Fig 1. Chania (Χανιά), settled by the Minoans and taken by the Byzantines, Venetians, Ottomans, and the Germans.
Fig. 2. Safe to pass? Crete was shaken by 301 earthquakes in the 30-day period leading to July 13, 2022. Most quakes are barely noticed, but a big one is always possible. Some archaeologists believe that a massive earthquake or volcanic eruption followed by a tsunami weakened the Minoan civilization, making them vulnerable to invading Mycenaeans from the mainland. The earthquake simulator in the Natural History Museum of Crete (Heraklion) gives you a scary and realistic idea of a magnitude 7 tremor – better than the one at the California Academy of Sciences in San Francisco.
Fig. 3. Shelling peas during a chinwag in Chania’s old town. At the harbour, a few blocks from here, you would be swept away by the thick, slow current of tourists drifting along stalls, bars and restaurants. That is where you could pause to buy a “Game of Thrones” t-shirt or dine on a full English breakfast or a mayonnaise-spiked Greek salad.

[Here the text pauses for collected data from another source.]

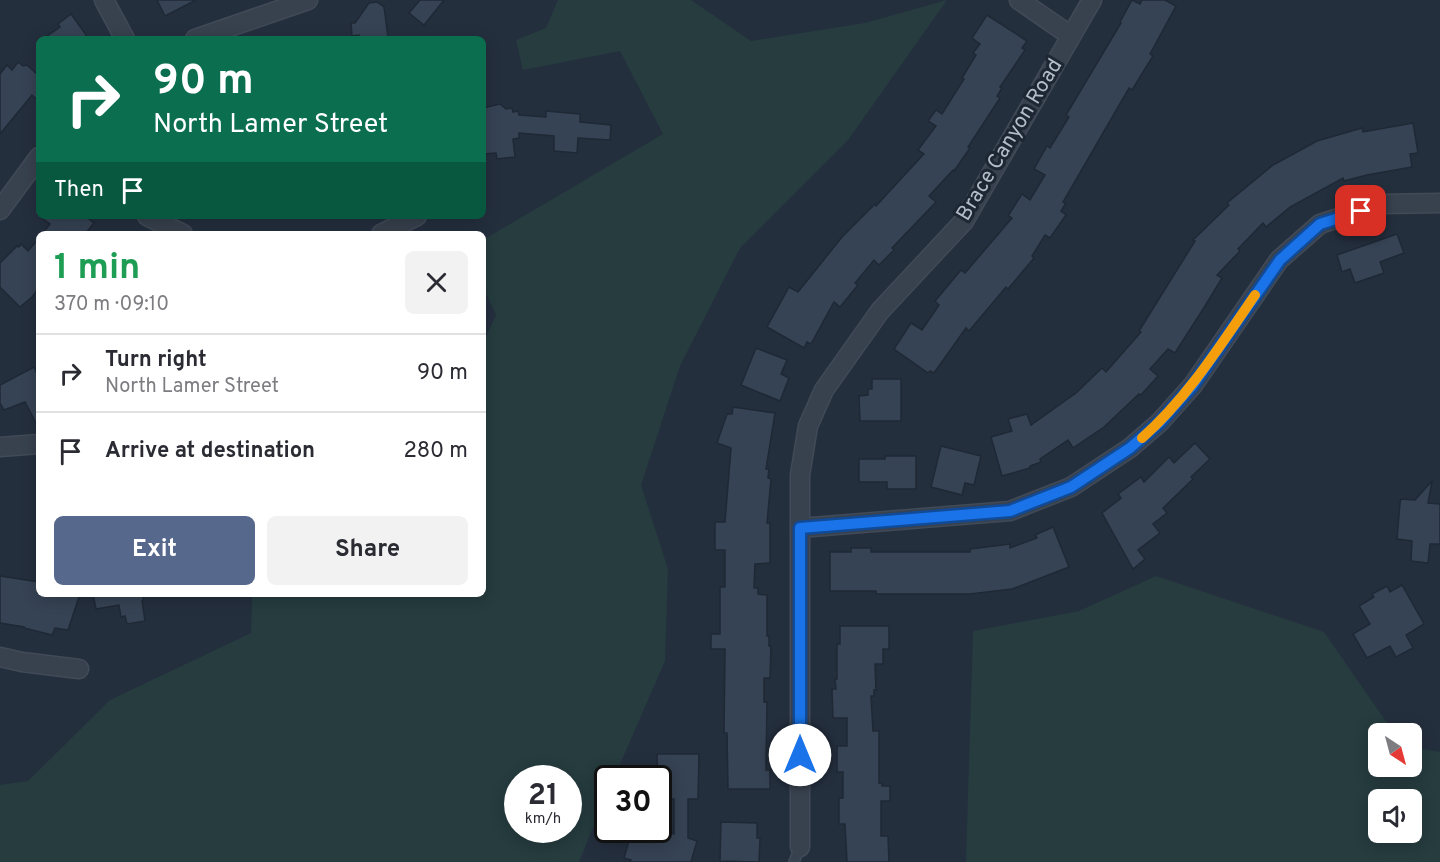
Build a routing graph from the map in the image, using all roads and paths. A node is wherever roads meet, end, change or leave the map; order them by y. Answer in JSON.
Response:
{"nodes":[{"id":1,"x":104,"y":0,"type":"edge"},
{"id":2,"x":308,"y":0,"type":"edge"},
{"id":3,"x":1019,"y":0,"type":"edge"},
{"id":4,"x":1092,"y":0,"type":"edge"},
{"id":5,"x":123,"y":36,"type":"edge"},
{"id":6,"x":204,"y":36,"type":"edge"},
{"id":7,"x":1071,"y":36,"type":"junction"},
{"id":8,"x":36,"y":161,"type":"edge"},
{"id":9,"x":1440,"y":203,"type":"edge"},
{"id":10,"x":0,"y":210,"type":"edge"},
{"id":11,"x":153,"y":219,"type":"edge"},
{"id":12,"x":411,"y":219,"type":"edge"},
{"id":13,"x":177,"y":231,"type":"edge"},
{"id":14,"x":387,"y":231,"type":"edge"},
{"id":15,"x":36,"y":444,"type":"edge"},
{"id":16,"x":0,"y":447,"type":"edge"},
{"id":17,"x":800,"y":528,"type":"junction"},
{"id":18,"x":0,"y":657,"type":"edge"},
{"id":19,"x":79,"y":669,"type":"dead end"},
{"id":20,"x":797,"y":854,"type":"edge"}],
"edges":[{"from":1,"to":5,"type":"street"},
{"from":2,"to":6,"type":"street"},
{"from":3,"to":7,"type":"street"},
{"from":4,"to":7,"type":"street","name":"Brace Canyon Road"},
{"from":7,"to":17,"type":"street","name":"Brace Canyon Road"},
{"from":8,"to":10,"type":"street"},
{"from":9,"to":17,"type":"street"},
{"from":11,"to":13,"type":"street"},
{"from":12,"to":14,"type":"street"},
{"from":15,"to":16,"type":"street"},
{"from":17,"to":20,"type":"street","name":"Brace Canyon Road"},
{"from":18,"to":19,"type":"street"}]}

Fig 4. Chania is surrounded by a wall built by the Byzantine rulers as a protection against invading Arabs. But destruction came from within, so to speak. Constantinople was sacked by their brother Christians during the Fourth Crusade (1204), and the Byzantine Empire crumbled. Crete was bestowed upon the Republic of Venice, who cracked down on Orthodox Christians. The Fourth Crusade put an end to the discussions about uniting the Eastern and Western Churches, and Orthodox Christians still hold a grudge. Pope John Paul II mumbled some words of regret about the Crusade, and the “apology” was accepted by the Patriarch of Constantinople in 2004.

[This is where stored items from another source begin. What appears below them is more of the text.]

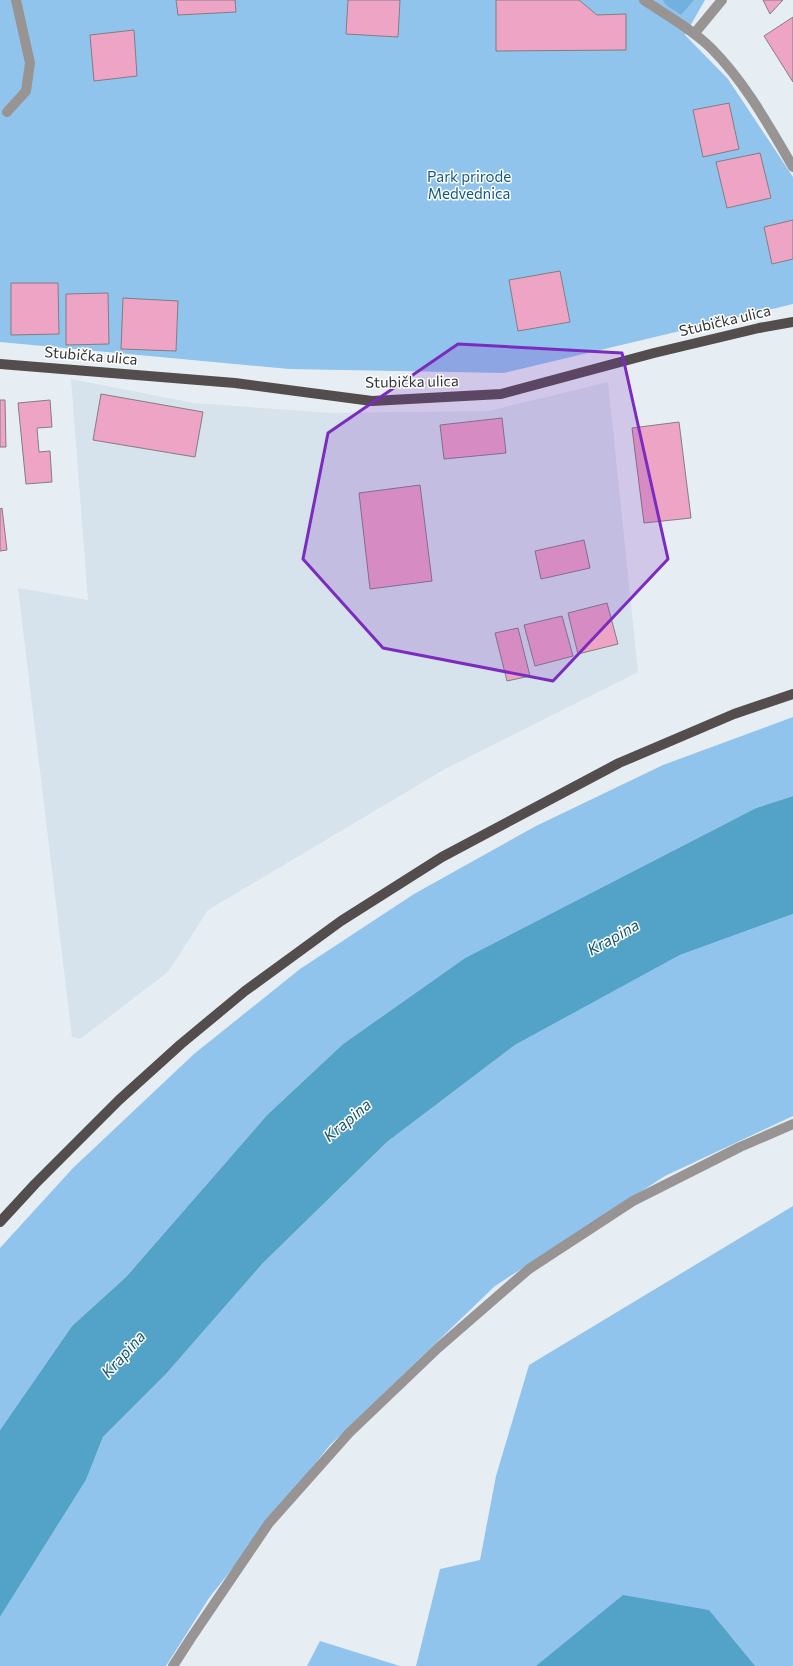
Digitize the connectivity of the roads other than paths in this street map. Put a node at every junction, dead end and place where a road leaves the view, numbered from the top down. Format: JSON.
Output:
{"nodes":[{"id":1,"x":16,"y":0,"type":"edge"},
{"id":2,"x":644,"y":0,"type":"edge"},
{"id":3,"x":722,"y":0,"type":"edge"},
{"id":4,"x":694,"y":34,"type":"junction"},
{"id":5,"x":7,"y":112,"type":"dead end"},
{"id":6,"x":793,"y":167,"type":"edge"},
{"id":7,"x":793,"y":322,"type":"edge"},
{"id":8,"x":0,"y":364,"type":"edge"},
{"id":9,"x":793,"y":694,"type":"edge"},
{"id":10,"x":793,"y":1124,"type":"edge"},
{"id":11,"x":0,"y":1222,"type":"edge"},
{"id":12,"x":173,"y":1666,"type":"edge"}],
"edges":[{"from":1,"to":5,"type":"street"},
{"from":2,"to":4,"type":"street"},
{"from":3,"to":4,"type":"street"},
{"from":4,"to":6,"type":"street"},
{"from":7,"to":8,"type":"main road","name":"Stubička ulica"},
{"from":9,"to":11,"type":"main road"},
{"from":10,"to":12,"type":"street"}]}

Fig 5. Fragment of the winged lion of St. Mark the Evangelist at the Historical Museum of Crete, Heraklion. The winged lion is the emblem of the Most Serene Republic of Venice, or La Serenissima. Venice was one of the first capitalist super powers: independent, rich, efficient and ruthless. Crete remained under Venetian rule until the Ottomans threw them out in 1669.

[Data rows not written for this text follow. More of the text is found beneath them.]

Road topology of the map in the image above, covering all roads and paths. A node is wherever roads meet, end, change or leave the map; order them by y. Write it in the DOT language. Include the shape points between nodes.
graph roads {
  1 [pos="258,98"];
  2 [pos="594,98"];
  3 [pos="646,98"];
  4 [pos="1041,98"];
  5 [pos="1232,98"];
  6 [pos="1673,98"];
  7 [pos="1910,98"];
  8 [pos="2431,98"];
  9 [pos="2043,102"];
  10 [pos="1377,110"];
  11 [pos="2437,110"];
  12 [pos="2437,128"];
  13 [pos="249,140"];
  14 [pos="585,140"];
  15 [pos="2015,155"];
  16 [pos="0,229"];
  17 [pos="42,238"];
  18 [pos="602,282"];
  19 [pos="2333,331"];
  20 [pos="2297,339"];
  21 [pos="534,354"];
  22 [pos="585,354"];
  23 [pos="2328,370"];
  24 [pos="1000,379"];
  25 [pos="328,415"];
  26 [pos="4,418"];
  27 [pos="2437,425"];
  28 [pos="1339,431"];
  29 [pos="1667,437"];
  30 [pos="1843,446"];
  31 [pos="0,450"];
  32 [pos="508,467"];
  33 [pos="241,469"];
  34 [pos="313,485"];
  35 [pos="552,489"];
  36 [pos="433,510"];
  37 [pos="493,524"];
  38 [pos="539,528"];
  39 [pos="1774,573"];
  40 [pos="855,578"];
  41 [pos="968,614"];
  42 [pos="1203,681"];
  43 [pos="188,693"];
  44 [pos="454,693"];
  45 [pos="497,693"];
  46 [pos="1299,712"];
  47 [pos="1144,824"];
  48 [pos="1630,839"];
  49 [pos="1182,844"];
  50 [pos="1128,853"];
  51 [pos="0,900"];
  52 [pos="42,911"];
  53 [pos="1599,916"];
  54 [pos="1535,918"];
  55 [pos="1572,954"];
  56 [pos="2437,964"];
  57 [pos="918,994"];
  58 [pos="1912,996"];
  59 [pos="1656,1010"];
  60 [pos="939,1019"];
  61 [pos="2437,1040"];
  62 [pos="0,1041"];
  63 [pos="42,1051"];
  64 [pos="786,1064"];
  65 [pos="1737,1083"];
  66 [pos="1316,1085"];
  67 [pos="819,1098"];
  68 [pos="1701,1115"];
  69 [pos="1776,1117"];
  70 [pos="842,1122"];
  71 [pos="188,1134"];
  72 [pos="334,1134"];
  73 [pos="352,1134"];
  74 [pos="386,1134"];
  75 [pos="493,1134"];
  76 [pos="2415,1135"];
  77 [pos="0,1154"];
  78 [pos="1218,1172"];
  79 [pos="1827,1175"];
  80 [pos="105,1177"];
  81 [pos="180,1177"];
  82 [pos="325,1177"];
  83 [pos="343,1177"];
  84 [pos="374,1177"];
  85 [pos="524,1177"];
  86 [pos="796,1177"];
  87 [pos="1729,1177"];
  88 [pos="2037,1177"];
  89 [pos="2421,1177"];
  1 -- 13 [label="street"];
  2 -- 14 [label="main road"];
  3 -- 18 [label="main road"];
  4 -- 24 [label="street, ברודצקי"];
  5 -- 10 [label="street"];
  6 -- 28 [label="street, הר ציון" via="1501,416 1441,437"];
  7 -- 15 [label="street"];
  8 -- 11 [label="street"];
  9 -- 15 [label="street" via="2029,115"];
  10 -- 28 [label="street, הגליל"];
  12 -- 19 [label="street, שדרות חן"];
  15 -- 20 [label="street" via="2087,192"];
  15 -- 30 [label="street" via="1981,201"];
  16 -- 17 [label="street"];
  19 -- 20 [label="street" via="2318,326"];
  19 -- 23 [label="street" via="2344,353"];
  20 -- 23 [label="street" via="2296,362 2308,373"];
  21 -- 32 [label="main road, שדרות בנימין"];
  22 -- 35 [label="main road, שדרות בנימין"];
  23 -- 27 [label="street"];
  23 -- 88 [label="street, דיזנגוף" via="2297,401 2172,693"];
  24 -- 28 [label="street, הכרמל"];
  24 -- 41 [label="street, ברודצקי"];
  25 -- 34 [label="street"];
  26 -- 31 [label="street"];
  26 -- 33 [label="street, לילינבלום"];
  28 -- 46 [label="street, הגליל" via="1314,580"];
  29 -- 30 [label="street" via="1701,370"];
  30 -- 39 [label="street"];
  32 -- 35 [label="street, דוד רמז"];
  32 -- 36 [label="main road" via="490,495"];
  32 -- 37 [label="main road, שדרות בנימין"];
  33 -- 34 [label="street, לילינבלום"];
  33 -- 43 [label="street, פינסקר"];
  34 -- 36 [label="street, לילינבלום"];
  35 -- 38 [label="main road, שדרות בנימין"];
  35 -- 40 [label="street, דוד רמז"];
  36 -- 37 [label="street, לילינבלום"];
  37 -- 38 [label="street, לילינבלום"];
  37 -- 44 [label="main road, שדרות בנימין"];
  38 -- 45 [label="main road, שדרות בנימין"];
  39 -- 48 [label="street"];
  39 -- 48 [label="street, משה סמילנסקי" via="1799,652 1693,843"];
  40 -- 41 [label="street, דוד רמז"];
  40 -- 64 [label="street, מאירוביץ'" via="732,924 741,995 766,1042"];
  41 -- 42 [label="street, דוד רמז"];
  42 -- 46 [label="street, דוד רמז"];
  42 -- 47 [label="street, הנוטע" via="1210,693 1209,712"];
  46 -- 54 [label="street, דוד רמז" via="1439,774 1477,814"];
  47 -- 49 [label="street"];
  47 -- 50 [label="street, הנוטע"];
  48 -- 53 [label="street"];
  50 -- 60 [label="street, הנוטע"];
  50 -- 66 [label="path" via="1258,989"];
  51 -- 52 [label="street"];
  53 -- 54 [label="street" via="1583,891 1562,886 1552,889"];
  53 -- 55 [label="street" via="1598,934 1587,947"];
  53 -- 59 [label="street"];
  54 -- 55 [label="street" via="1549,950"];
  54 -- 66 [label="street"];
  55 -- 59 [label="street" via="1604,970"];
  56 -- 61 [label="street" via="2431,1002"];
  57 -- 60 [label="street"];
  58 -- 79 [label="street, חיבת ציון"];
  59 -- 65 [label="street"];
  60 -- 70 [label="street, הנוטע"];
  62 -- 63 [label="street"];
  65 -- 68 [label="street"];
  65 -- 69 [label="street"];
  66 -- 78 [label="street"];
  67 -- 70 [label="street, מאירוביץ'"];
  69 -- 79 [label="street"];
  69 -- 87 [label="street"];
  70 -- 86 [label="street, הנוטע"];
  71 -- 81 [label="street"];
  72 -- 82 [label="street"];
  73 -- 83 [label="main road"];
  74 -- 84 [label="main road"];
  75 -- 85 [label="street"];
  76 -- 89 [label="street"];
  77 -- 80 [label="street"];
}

Fig 6. The winged lion adorning a Trenitalia locomotive in Venice.
Fig. 7. This parchment is a decree of Sultan Mahmud II renewing privileges of the Church of Crete at the appointment of Patriarch Kallinikos III, 1823 (HMC). Nowadays the words ‘Islam’ and ‘tolerance’ don’t mix well, but things were different then. On conquering Crete, the Ottomans re-established the Orthodox Church, which had been marginalised by the Venetian rulers. And there was a time when Jews in the Ottoman Empire would pay higher taxes but otherwise be left alone; in Spain or Portugal, they could be burned alive.
Fig. 8. Agios Nikolaos (St Nicholas) church in Chania. Built in 1320, turned into a mosque by invading Turks in 1645, back to a church in 1918 after the Turks were expelled in 1898. Greece and Turkey’s current dispute over the ownership of some puny islands in the Aegean Sea is just the last chapter of a long history of squabbling, with many nasty, harrowing episodes. All may have started with a celebrity scandal: lecherous Paris eloping with beautiful Helen. Paris was the Trojan king’s son (Troy is in today’s Turkey), and Helen was the wife of Menelaus, king of Sparta: no good could come out of it, as Homer reported to us.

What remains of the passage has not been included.